This project aims to build a chatbot & Voice Assistant that responds to the custom data. The Chatbot works with a specific domain related to the IT Industry. The interface is built with React and styled using Tailwind CSS. The backend is powered by Django, and it integrates with Google Generative AI for processing PDF documents to provide responses.
- Handles user input and displays bot responses
- Shows a loading indicator while waiting for a response
- Integrates with a Django backend
- Utilizes Google Generative AI for processing and responding based on PDF document content
- Faiss-cpu as the Vector DB.
- React
- react-speech-recognition
- Tailwind CSS
- Django
- Google Generative AI(Gemini)
- PyPDF2
- LangChain
- FAISS
- LangChain-Google-GenAI
- Node.js (v14 or later)
- Python (v3.8 or later)
- pip
- Django (v3.2 or later)
- A Google API Key for Google Generative AI
-
Clone the repository:
git clone https://github.com/chandima2000/custom-chatbot-with-langchain-gemini.git cd frontend
-
Install the dependencies:
npm install
-
Run the project
npm run dev
-
Run the development server:
Open your browser and go to
http://localhost:5173/
- Navigate to the backend folder
cd backend
- Create a virtual environment: (windows)
python -m venv venv
- Activate the virtual environment: (windows)
venv\Scripts\activate
- Install the dependencies:
pip install -r requirements.txt
- Set up environment variables:
- Create a .env file in the backend directory with the following content:
GOOGLE_API_KEY=your_google_api_key
- Start the Django development server:
python manage.py runserver
- Open your browser and go to http://localhost:5173/ for the frontend.

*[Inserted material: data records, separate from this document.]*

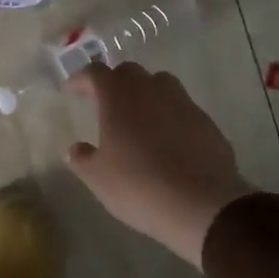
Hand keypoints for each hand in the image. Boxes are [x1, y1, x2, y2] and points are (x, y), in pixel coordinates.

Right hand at [64, 63, 253, 266]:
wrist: (202, 205)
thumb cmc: (138, 185)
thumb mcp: (97, 177)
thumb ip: (81, 158)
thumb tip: (75, 149)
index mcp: (118, 97)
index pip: (96, 73)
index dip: (81, 79)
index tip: (72, 90)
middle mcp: (151, 90)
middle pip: (130, 72)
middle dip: (114, 82)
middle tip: (103, 101)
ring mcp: (183, 104)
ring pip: (160, 84)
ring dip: (145, 93)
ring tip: (137, 116)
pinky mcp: (207, 123)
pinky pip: (181, 108)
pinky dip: (168, 116)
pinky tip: (165, 140)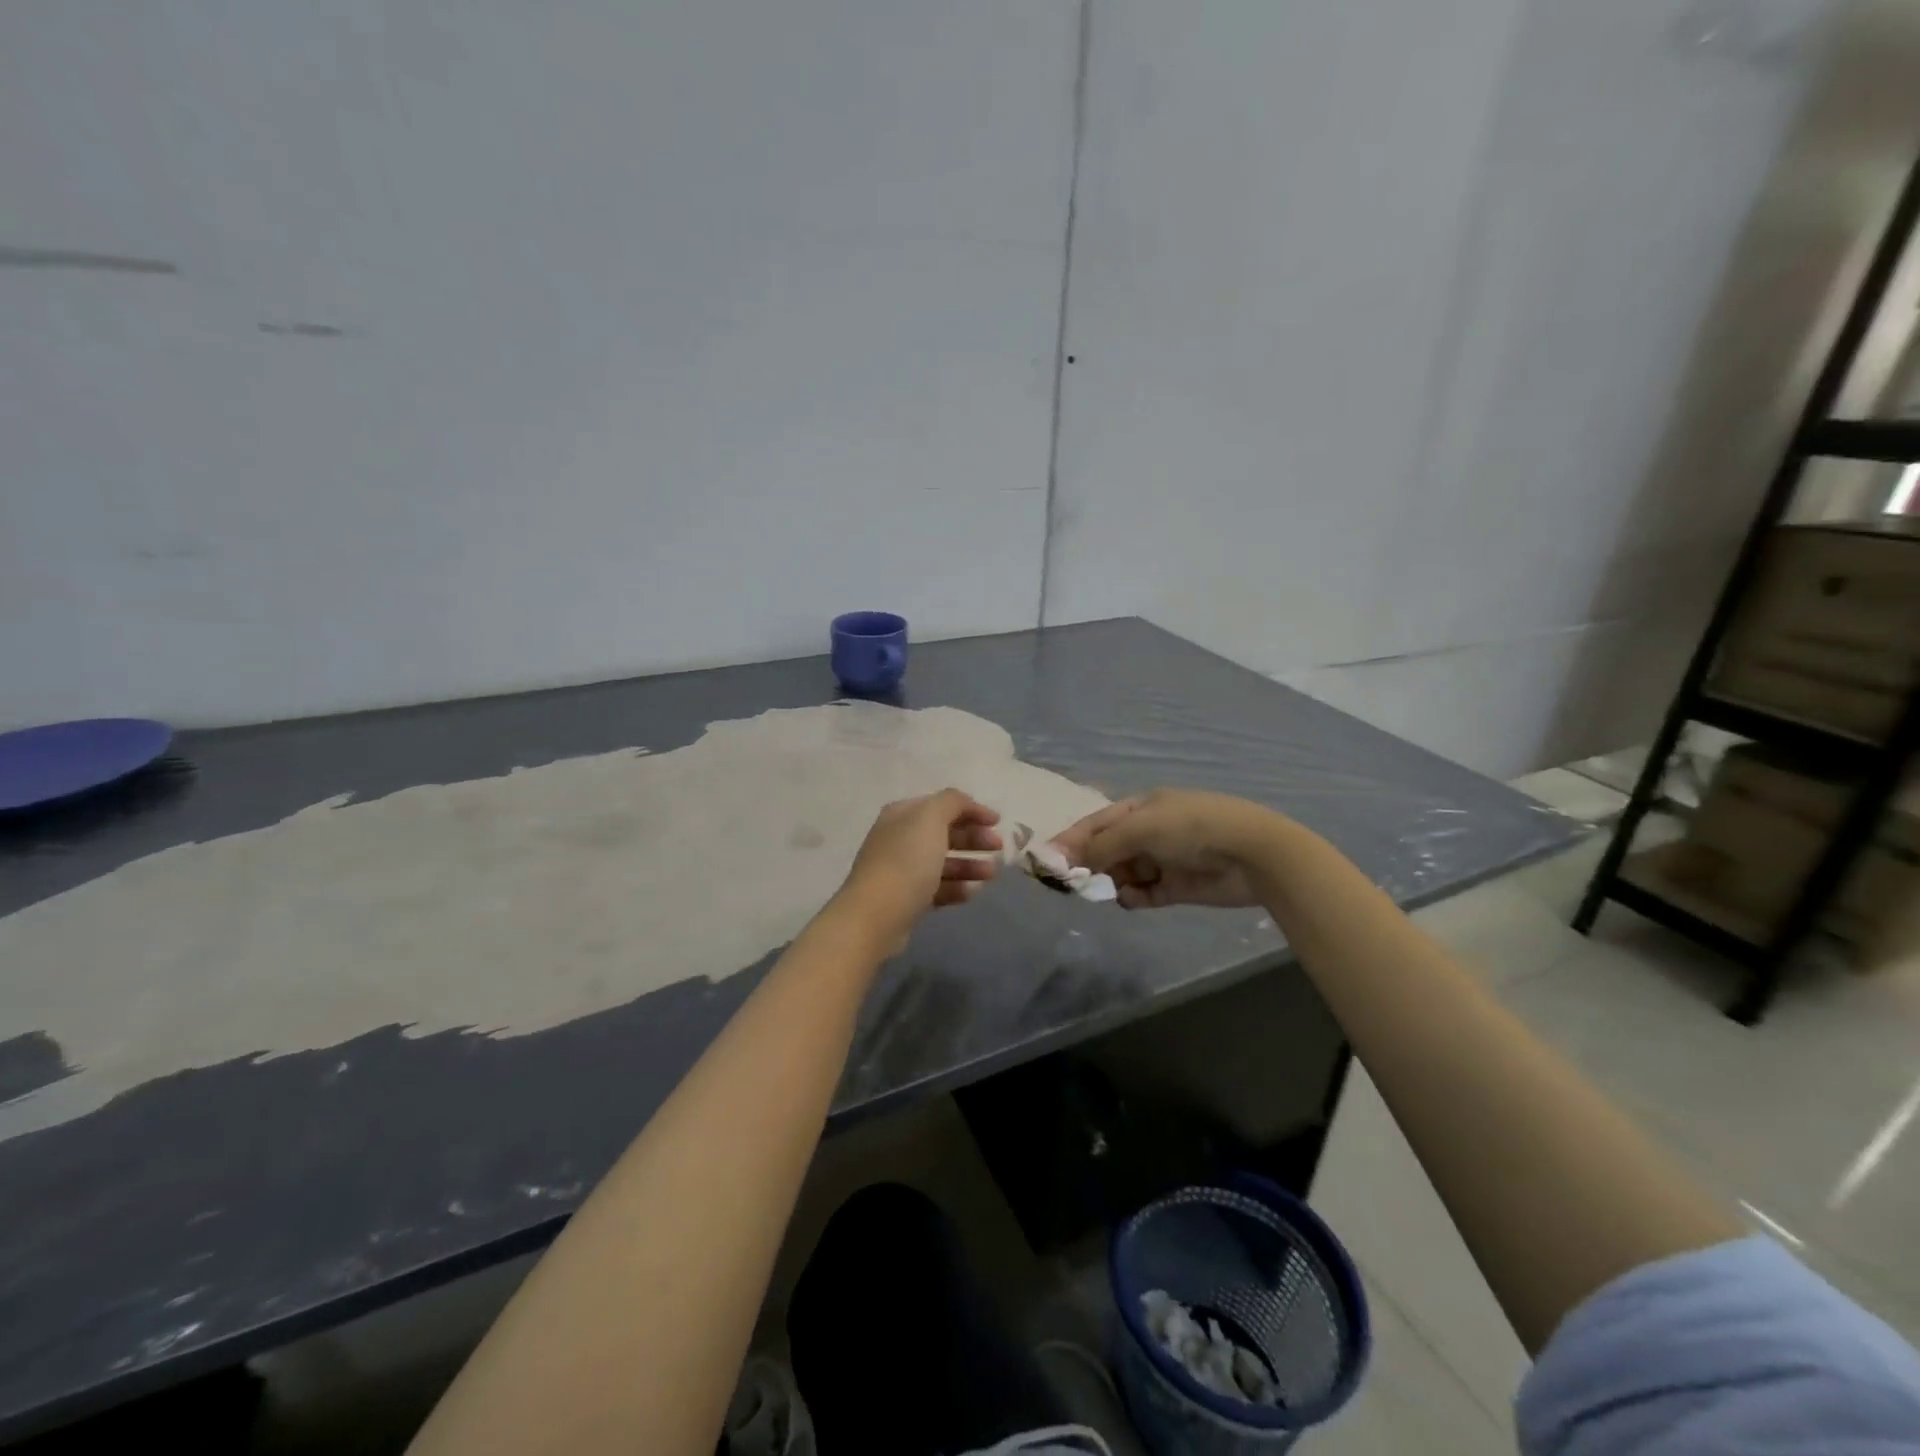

- Type a message in the chat input and press Send.
- The chatbot will respond after fetching the answer from the backend.
The backend is implemented using Django and integrates Google Generative AI for processing. Here's an overview of the core functionality:
- PDF Processing: The backend reads a PDF document and splits it into chunks.
- Vector Store: It creates a vector store using FAISS to perform similarity searches.
- Google Generative AI: It utilizes Google Generative AI for embeddings and conversational chains.
- LangChain: Simplify the process of building applications that utilize language models
- API Endpoint: The backend exposes an endpoint to handle chat requests and provide responses based on the PDF content.
All contributions are welcome. Feel free to open issues or submit pull requests.